→ **PROBLEM TO WORK ON**: Only the lines that contain the string "graph" belong in the answer; pull them from the records.

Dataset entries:
══════

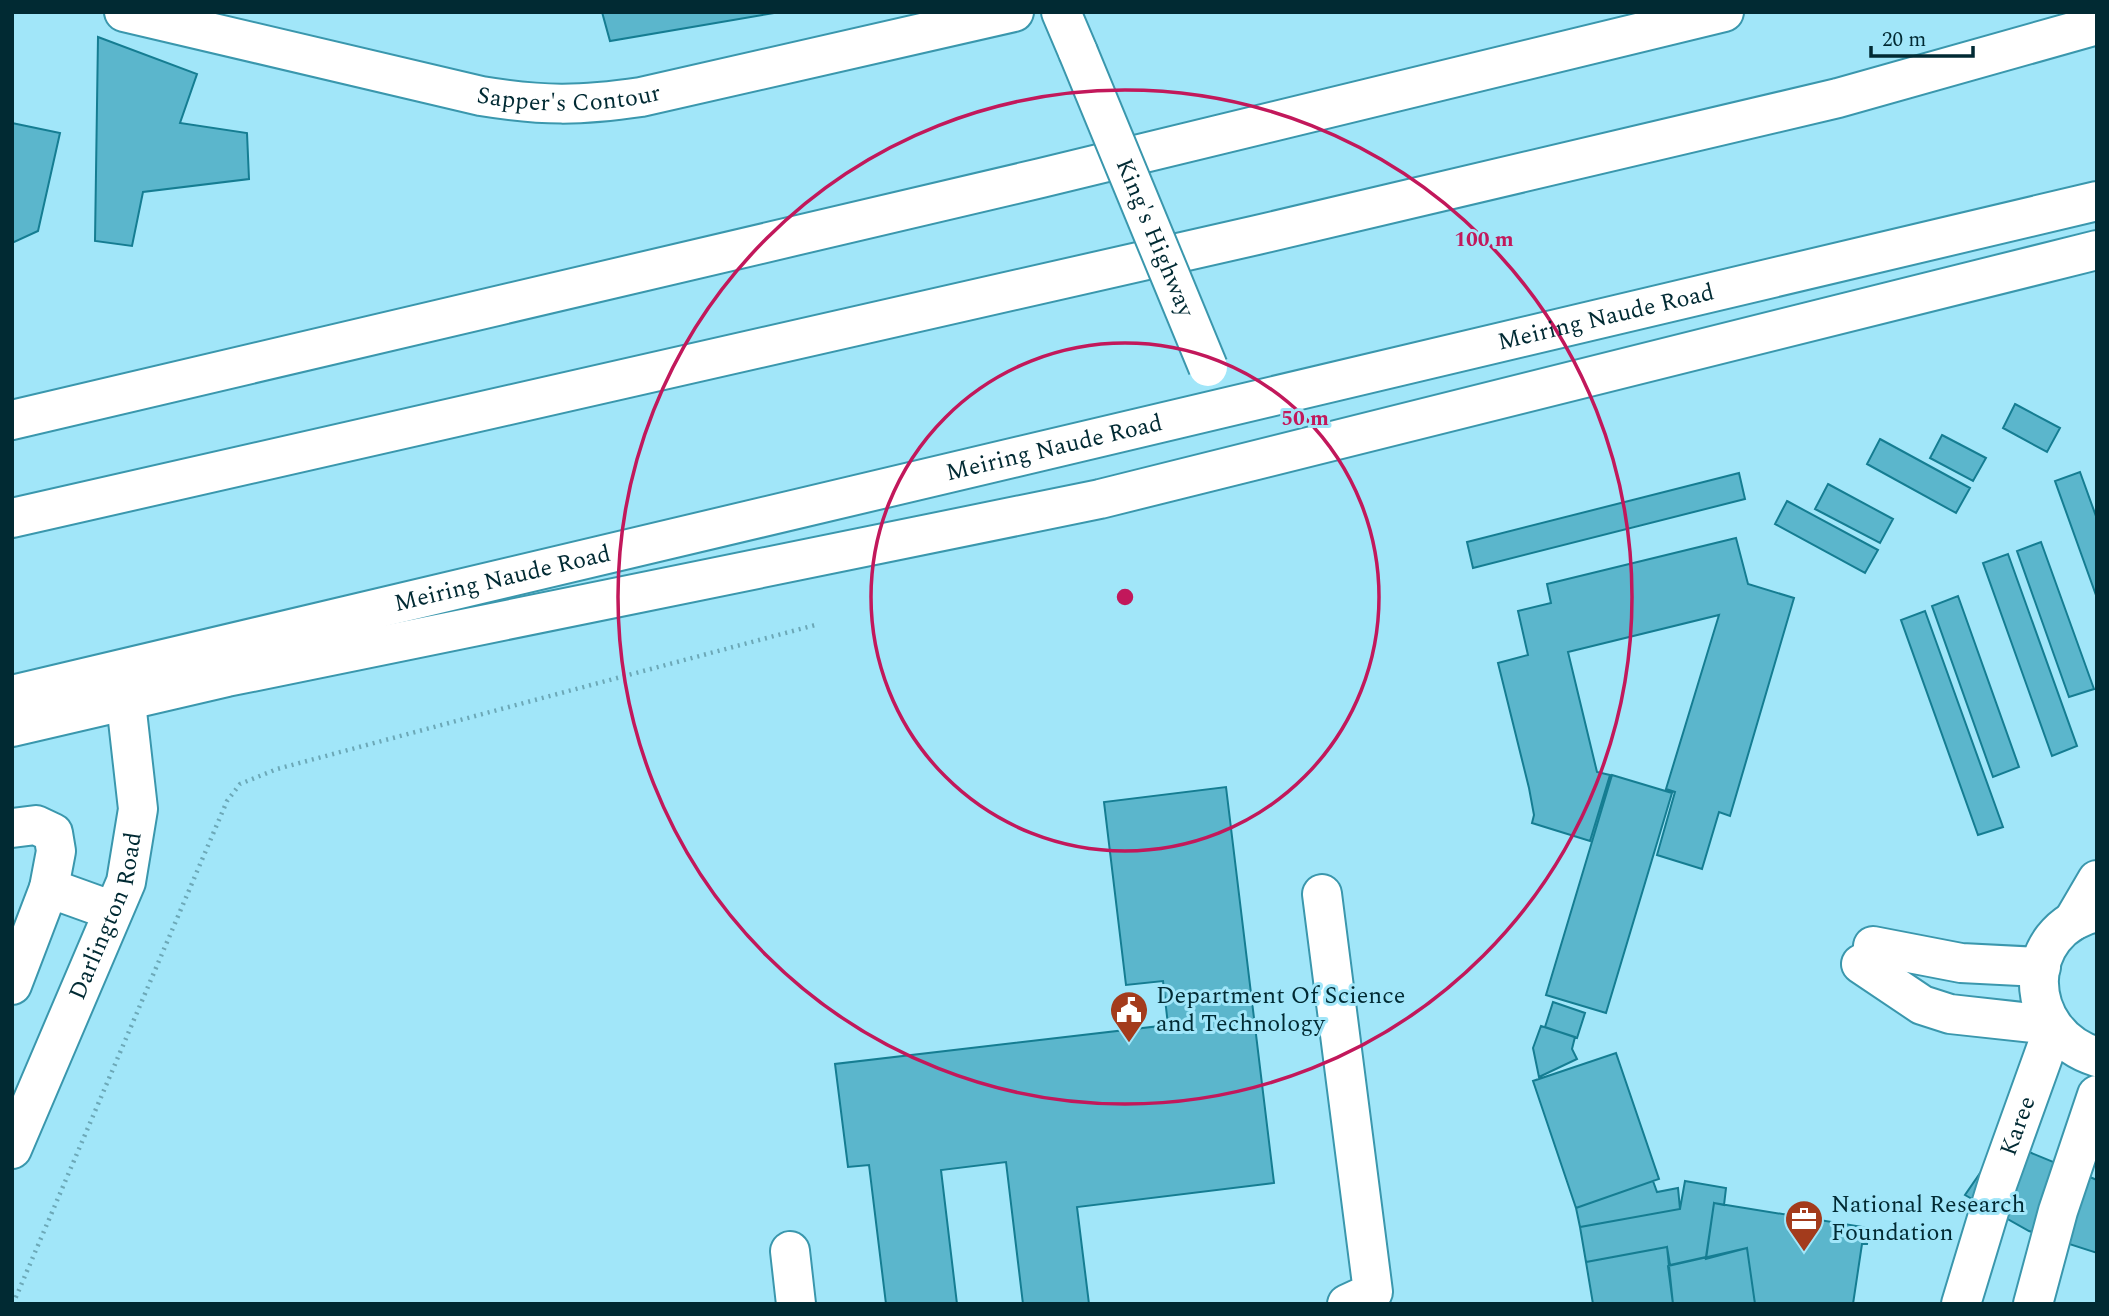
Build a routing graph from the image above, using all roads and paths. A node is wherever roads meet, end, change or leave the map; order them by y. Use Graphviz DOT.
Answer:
graph roads {
  1 [pos="124,12"];
  2 [pos="1014,12"];
  3 [pos="1061,12"];
  4 [pos="1724,12"];
  5 [pos="2097,25"];
  6 [pos="2097,201"];
  7 [pos="2097,250"];
  8 [pos="1221,409"];
  9 [pos="12,420"];
  10 [pos="1241,465"];
  11 [pos="12,519"];
  12 [pos="819,624"];
  13 [pos="124,685"];
  14 [pos="12,695"];
  15 [pos="12,727"];
  16 [pos="12,828"];
  17 [pos="2097,880"];
  18 [pos="49,888"];
  19 [pos="1322,894"];
  20 [pos="113,911"];
  21 [pos="2085,916"];
  22 [pos="2041,967"];
  23 [pos="12,985"];
  24 [pos="2051,1027"];
  25 [pos="2097,1057"];
  26 [pos="2097,1095"];
  27 [pos="12,1149"];
  28 [pos="2088,1150"];
  29 [pos="790,1251"];
  30 [pos="1368,1300"];
  31 [pos="13,1304"];
  32 [pos="796,1304"];
  33 [pos="1961,1304"];
  34 [pos="2034,1304"];
  1 -- 2 [label="main road, Sapper's Contour"];
  3 -- 8 [label="main road, King's Highway, bridge"];
  4 -- 9 [label="main road"];
  5 -- 11 [label="main road"];
  6 -- 8 [label="main road, Meiring Naude Road"];
  7 -- 10 [label="main road, Meiring Naude Road"];
  8 -- 10 [label="main road, King's Highway"];
  8 -- 13 [label="main road, Meiring Naude Road"];
  10 -- 13 [label="main road, Meiring Naude Road"];
  12 -- 31 [label="path"];
  13 -- 14 [label="main road, Meiring Naude Road"];
  13 -- 15 [label="main road, Meiring Naude Road"];
  13 -- 20 [label="main road, Darlington Road"];
  16 -- 18 [label="main road"];
  17 -- 21 [label="main road"];
  18 -- 20 [label="main road"];
  18 -- 23 [label="main road"];
  19 -- 30 [label="main road"];
  20 -- 27 [label="main road, Darlington Road"];
  21 -- 22 [label="main road"];
  22 -- 24 [label="main road"];
  22 -- 24 [label="main road"];
  24 -- 25 [label="main road"];
  24 -- 33 [label="main road, Karee"];
  26 -- 28 [label="main road"];
  28 -- 34 [label="main road"];
  29 -- 32 [label="main road"];
}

══════

→ **EXERCISE ANSWER**:
Build a routing graph from the image above, using all roads and paths. A node is wherever roads meet, end, change or leave the map; order them by y. Use Graphviz DOT.
graph roads {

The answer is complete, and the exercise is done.